**WORK ITEM:**
Please reproduce the entries that follow without a single difference.

**RECORDS SHOWN:**
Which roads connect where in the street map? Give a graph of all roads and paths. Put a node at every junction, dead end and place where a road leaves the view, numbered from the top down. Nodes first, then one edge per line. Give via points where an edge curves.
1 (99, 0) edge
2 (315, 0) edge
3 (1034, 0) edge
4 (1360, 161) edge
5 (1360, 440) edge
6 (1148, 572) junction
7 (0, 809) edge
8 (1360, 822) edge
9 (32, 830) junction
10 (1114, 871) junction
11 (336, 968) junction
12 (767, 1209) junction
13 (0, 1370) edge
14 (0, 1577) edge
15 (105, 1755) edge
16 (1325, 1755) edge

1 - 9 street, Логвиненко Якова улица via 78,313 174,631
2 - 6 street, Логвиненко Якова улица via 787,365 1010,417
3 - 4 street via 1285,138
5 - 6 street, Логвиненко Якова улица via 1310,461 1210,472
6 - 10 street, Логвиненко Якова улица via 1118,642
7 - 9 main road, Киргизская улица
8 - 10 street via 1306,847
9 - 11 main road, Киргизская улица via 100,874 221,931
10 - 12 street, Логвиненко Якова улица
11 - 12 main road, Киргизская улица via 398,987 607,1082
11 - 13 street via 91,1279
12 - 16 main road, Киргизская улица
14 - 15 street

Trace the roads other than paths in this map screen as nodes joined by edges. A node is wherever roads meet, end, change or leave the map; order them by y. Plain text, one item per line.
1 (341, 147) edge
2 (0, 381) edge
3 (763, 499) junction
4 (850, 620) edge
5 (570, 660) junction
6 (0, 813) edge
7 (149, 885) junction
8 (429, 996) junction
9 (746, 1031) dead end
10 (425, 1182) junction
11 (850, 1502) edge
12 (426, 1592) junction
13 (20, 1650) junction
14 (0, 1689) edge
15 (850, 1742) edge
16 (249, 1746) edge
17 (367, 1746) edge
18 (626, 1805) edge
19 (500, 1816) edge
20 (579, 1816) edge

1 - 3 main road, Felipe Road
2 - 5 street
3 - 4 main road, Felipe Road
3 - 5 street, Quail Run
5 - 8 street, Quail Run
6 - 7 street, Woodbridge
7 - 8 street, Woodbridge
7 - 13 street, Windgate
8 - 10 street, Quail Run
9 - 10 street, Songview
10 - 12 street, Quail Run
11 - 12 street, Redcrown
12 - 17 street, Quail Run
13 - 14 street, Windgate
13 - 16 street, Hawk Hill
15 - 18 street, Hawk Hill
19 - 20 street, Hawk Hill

**SOLUTION BELOW:**
Which roads connect where in the street map? Give a graph of all roads and paths. Put a node at every junction, dead end and place where a road leaves the view, numbered from the top down. Nodes first, then one edge per line. Give via points where an edge curves.
1 (99, 0) edge
2 (315, 0) edge
3 (1034, 0) edge
4 (1360, 161) edge
5 (1360, 440) edge
6 (1148, 572) junction
7 (0, 809) edge
8 (1360, 822) edge
9 (32, 830) junction
10 (1114, 871) junction
11 (336, 968) junction
12 (767, 1209) junction
13 (0, 1370) edge
14 (0, 1577) edge
15 (105, 1755) edge
16 (1325, 1755) edge

1 - 9 street, Логвиненко Якова улица via 78,313 174,631
2 - 6 street, Логвиненко Якова улица via 787,365 1010,417
3 - 4 street via 1285,138
5 - 6 street, Логвиненко Якова улица via 1310,461 1210,472
6 - 10 street, Логвиненко Якова улица via 1118,642
7 - 9 main road, Киргизская улица
8 - 10 street via 1306,847
9 - 11 main road, Киргизская улица via 100,874 221,931
10 - 12 street, Логвиненко Якова улица
11 - 12 main road, Киргизская улица via 398,987 607,1082
11 - 13 street via 91,1279
12 - 16 main road, Киргизская улица
14 - 15 street

Trace the roads other than paths in this map screen as nodes joined by edges. A node is wherever roads meet, end, change or leave the map; order them by y. Plain text, one item per line.
1 (341, 147) edge
2 (0, 381) edge
3 (763, 499) junction
4 (850, 620) edge
5 (570, 660) junction
6 (0, 813) edge
7 (149, 885) junction
8 (429, 996) junction
9 (746, 1031) dead end
10 (425, 1182) junction
11 (850, 1502) edge
12 (426, 1592) junction
13 (20, 1650) junction
14 (0, 1689) edge
15 (850, 1742) edge
16 (249, 1746) edge
17 (367, 1746) edge
18 (626, 1805) edge
19 (500, 1816) edge
20 (579, 1816) edge

1 - 3 main road, Felipe Road
2 - 5 street
3 - 4 main road, Felipe Road
3 - 5 street, Quail Run
5 - 8 street, Quail Run
6 - 7 street, Woodbridge
7 - 8 street, Woodbridge
7 - 13 street, Windgate
8 - 10 street, Quail Run
9 - 10 street, Songview
10 - 12 street, Quail Run
11 - 12 street, Redcrown
12 - 17 street, Quail Run
13 - 14 street, Windgate
13 - 16 street, Hawk Hill
15 - 18 street, Hawk Hill
19 - 20 street, Hawk Hill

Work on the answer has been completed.